All such board determinations will be made in accordance with the charter and applicable Delaware law.
Upon the effectiveness of the charter, no group will initially have an intergroup interest in another group.
Liquidation
Upon the Registrant’s liquidation, dissolution or winding up, holders of shares of Liberty Live common stock will be entitled to receive in respect of such stock their proportionate interests in the Registrant’s assets, if any, remaining for distribution to holders of common stock (regardless of the group to which such assets are then attributed) in proportion to their respective number of liquidation units per share.
Each share of Liberty Live common stock initially will be entitled to a number of liquidation units as set forth on the statement to be filed with the Secretary of the Registrant as promptly as reasonably practicable following the determination thereof following the effective date of the charter, a copy of which will be furnished by the Registrant, on request and without cost, to any stockholder of the Registrant.
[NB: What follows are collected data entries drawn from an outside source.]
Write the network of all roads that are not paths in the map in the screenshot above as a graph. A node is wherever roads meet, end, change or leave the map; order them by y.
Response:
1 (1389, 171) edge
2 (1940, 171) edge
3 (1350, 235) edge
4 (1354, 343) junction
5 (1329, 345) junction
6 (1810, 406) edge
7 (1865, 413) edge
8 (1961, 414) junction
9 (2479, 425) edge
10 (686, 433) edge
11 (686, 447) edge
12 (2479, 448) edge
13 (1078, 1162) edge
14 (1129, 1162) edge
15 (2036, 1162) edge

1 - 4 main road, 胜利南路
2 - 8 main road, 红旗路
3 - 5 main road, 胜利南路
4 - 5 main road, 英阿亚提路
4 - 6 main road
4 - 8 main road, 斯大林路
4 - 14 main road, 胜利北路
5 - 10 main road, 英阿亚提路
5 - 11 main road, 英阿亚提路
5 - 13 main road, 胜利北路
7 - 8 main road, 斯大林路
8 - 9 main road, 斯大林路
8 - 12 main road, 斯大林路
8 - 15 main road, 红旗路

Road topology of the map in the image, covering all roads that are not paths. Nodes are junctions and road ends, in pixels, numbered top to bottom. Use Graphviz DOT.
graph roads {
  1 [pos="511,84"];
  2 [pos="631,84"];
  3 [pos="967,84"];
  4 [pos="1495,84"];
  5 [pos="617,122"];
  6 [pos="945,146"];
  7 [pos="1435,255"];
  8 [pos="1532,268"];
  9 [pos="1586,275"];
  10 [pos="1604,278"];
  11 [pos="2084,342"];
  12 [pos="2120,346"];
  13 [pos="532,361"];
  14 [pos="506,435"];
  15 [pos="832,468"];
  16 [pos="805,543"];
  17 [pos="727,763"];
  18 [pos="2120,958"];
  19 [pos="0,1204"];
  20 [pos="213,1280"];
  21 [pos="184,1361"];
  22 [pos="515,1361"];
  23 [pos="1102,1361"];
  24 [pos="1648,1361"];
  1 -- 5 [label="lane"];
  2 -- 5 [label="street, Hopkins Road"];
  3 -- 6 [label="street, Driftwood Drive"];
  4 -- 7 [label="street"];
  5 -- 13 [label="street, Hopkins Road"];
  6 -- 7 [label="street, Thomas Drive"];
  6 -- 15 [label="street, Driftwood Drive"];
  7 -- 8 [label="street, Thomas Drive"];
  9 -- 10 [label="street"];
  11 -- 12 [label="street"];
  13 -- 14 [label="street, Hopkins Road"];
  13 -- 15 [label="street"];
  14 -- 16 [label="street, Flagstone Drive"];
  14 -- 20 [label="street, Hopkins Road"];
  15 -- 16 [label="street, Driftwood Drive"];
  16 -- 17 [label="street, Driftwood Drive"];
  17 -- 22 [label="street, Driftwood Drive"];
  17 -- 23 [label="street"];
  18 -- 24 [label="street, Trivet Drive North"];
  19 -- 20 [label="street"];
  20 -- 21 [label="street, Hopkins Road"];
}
Liberty Formula One Common Stock
Basic Investment
The Liberty Formula One common stock is intended to track and reflect the separate economic performance of the business, assets and liabilities attributed to the Formula One Group. The Formula One Group is defined in the charter to include (i) the Registrant’s direct and indirect interest, as of the effective date of the charter, in (x) all of the businesses in which the Registrant is or has been engaged, directly or indirectly (either itself or through direct or indirect subsidiaries, affiliates, joint ventures or other investments or any of the predecessors or successors of any of the foregoing), and (y) the respective assets and liabilities of the Registrant and its subsidiaries, in each case, other than any businesses, assets or liabilities attributable to the Liberty SiriusXM Group or the Liberty Live Group as of the effective date of the charter, (ii) such other businesses, assets and liabilities that the board may determine to attribute to the Formula One Group or that may be acquired for or transferred to the Formula One Group in the future, (iii) the proceeds of any sale, transfer, exchange, assignment or other disposition of any of the foregoing, (iv) an Inter-Group Interest in the Liberty SiriusXM Group equal to one (1) minus the SiriusXM Group Outstanding Interest Fraction allocable to the Formula One Group as of such date and (v) an Inter-Group Interest in the Liberty Live Group equal to one (1) minus the Live Group Outstanding Interest Fraction allocable to the Formula One Group as of such date.
Authorized Capital Stock
The Registrant is authorized to issue up to 1,018,750,000 shares of Liberty Formula One common stock, of which 500 million are designated as Series A Liberty Formula One common stock, 18,750,000 are designated as Series B Liberty Formula One common stock, and 500 million are designated as Series C Liberty Formula One common stock.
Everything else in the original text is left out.